Given information:
★ ★ ★ ★
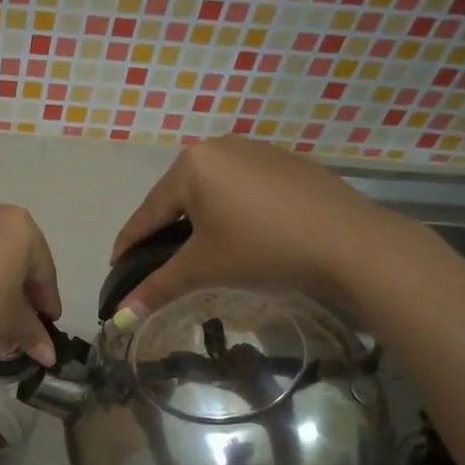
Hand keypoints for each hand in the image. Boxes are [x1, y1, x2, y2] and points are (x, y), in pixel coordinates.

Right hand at [110, 136, 409, 320]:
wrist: (349, 242)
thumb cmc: (262, 248)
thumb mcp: (203, 268)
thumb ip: (157, 288)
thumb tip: (118, 318)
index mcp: (190, 165)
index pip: (147, 213)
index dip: (128, 245)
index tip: (116, 269)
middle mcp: (217, 147)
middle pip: (177, 199)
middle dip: (163, 233)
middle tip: (156, 265)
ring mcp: (254, 150)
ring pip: (209, 192)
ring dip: (197, 222)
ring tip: (195, 253)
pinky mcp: (284, 162)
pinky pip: (240, 188)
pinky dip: (229, 212)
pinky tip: (238, 235)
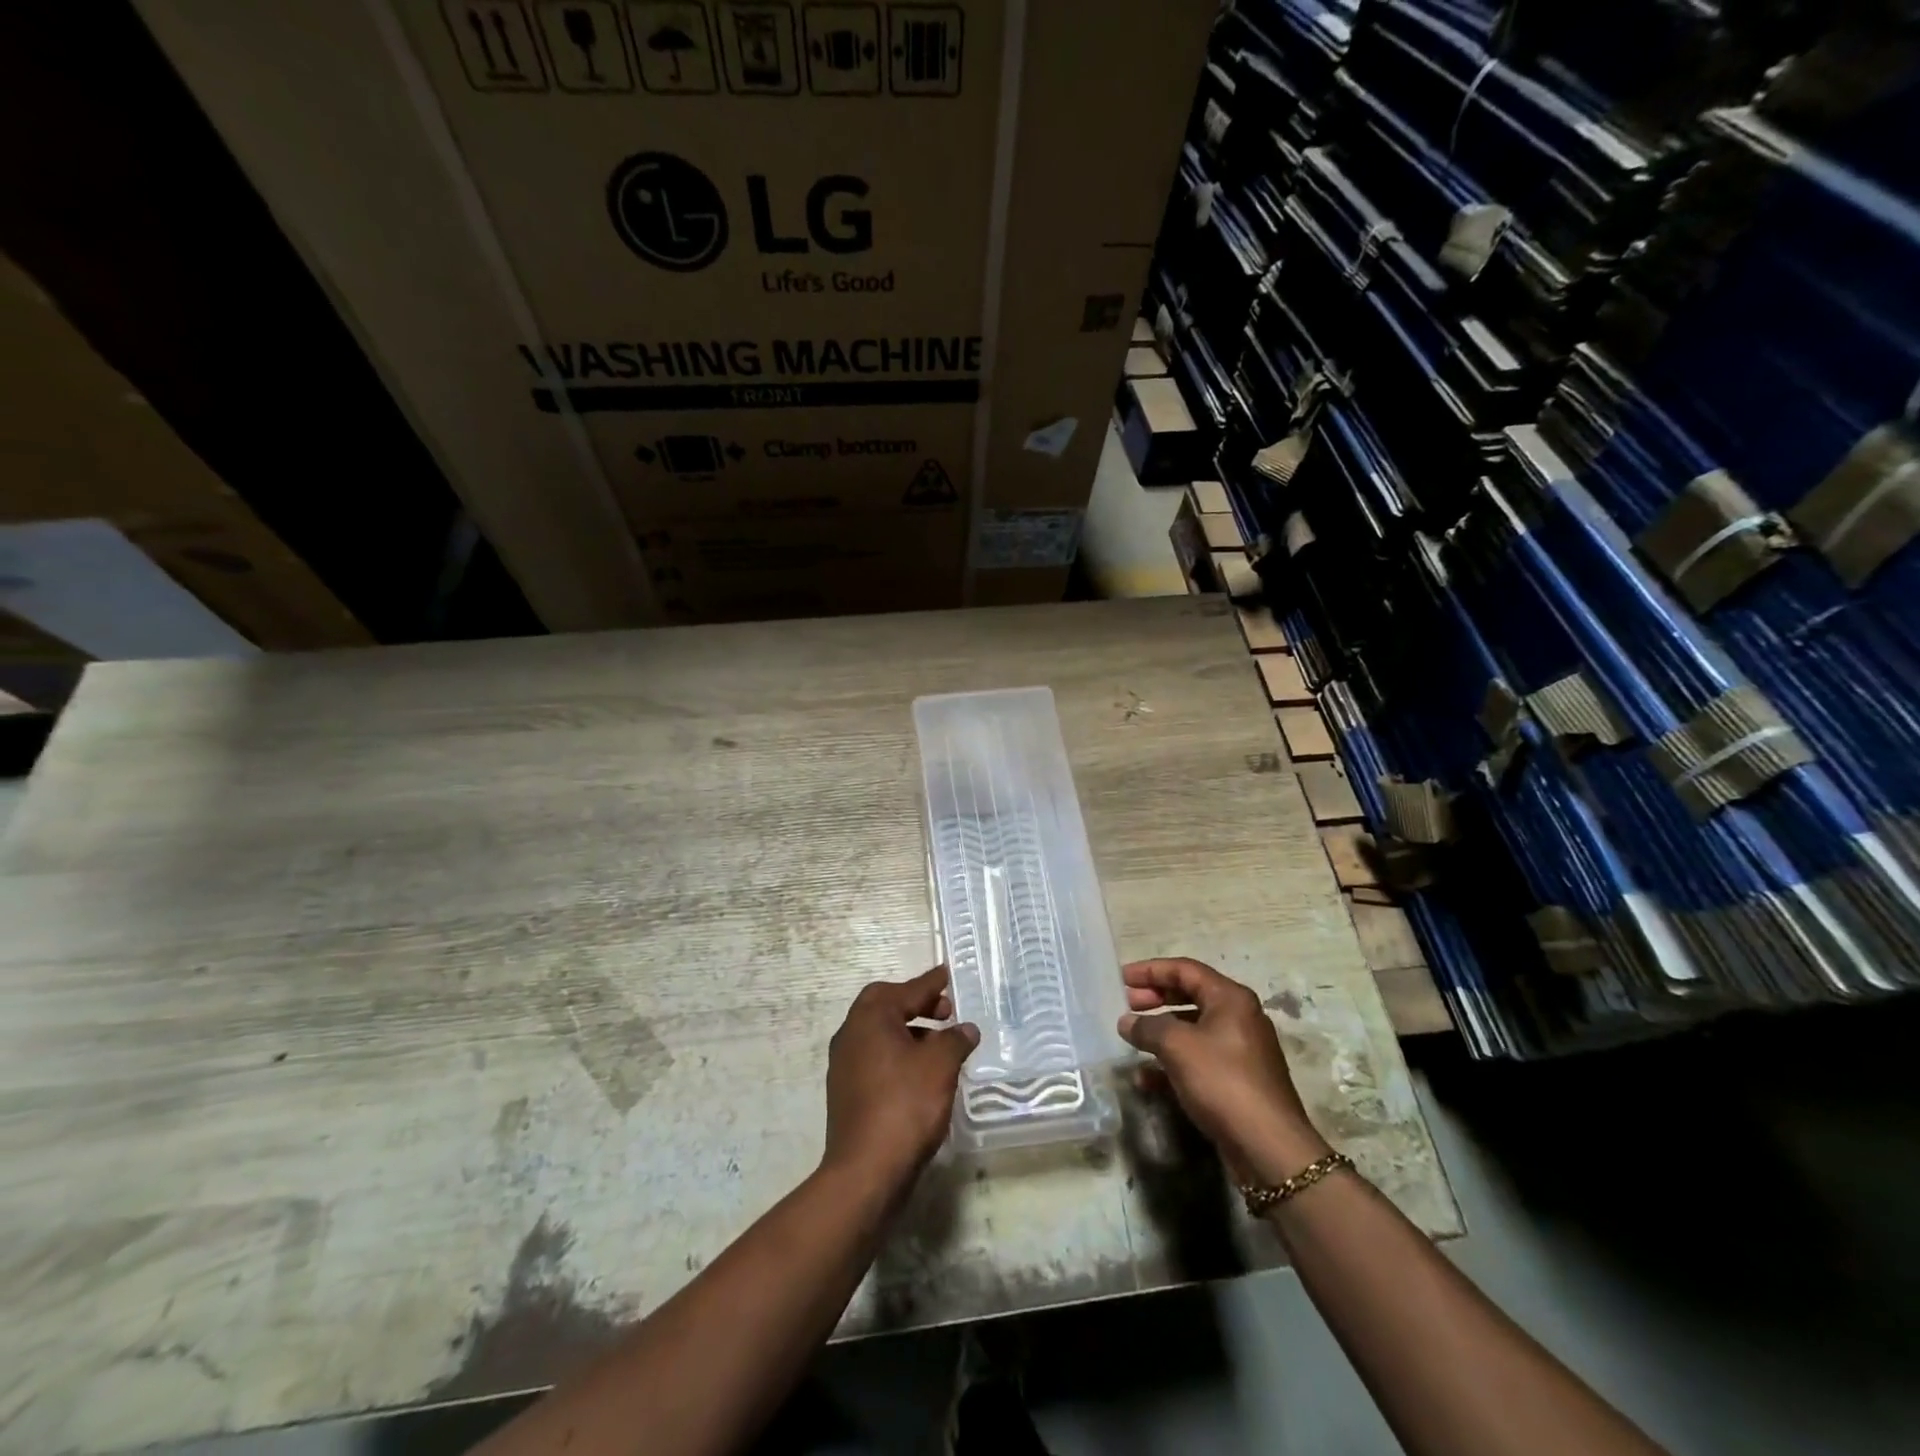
★ ★ ★ ★
Exercise goal: Once the line containing "thumb mcp: (203, 268)" is found, write it out exactly along with every line after it through the end of the listing, excluding pictures.

Task result:
thumb mcp: (203, 268)
thumb ip: (157, 288)
thumb tip: (118, 318)
index mcp: (190, 165)
index pip: (147, 213)
index dip: (128, 245)
index tip: (116, 269)
middle mcp: (217, 147)
middle pip: (177, 199)
middle dip: (163, 233)
middle tip: (156, 265)
ring mcp: (254, 150)
ring pip: (209, 192)
ring dip: (197, 222)
ring tip: (195, 253)
pinky mcp: (284, 162)
pinky pip: (240, 188)
pinky dip: (229, 212)
pinky tip: (238, 235)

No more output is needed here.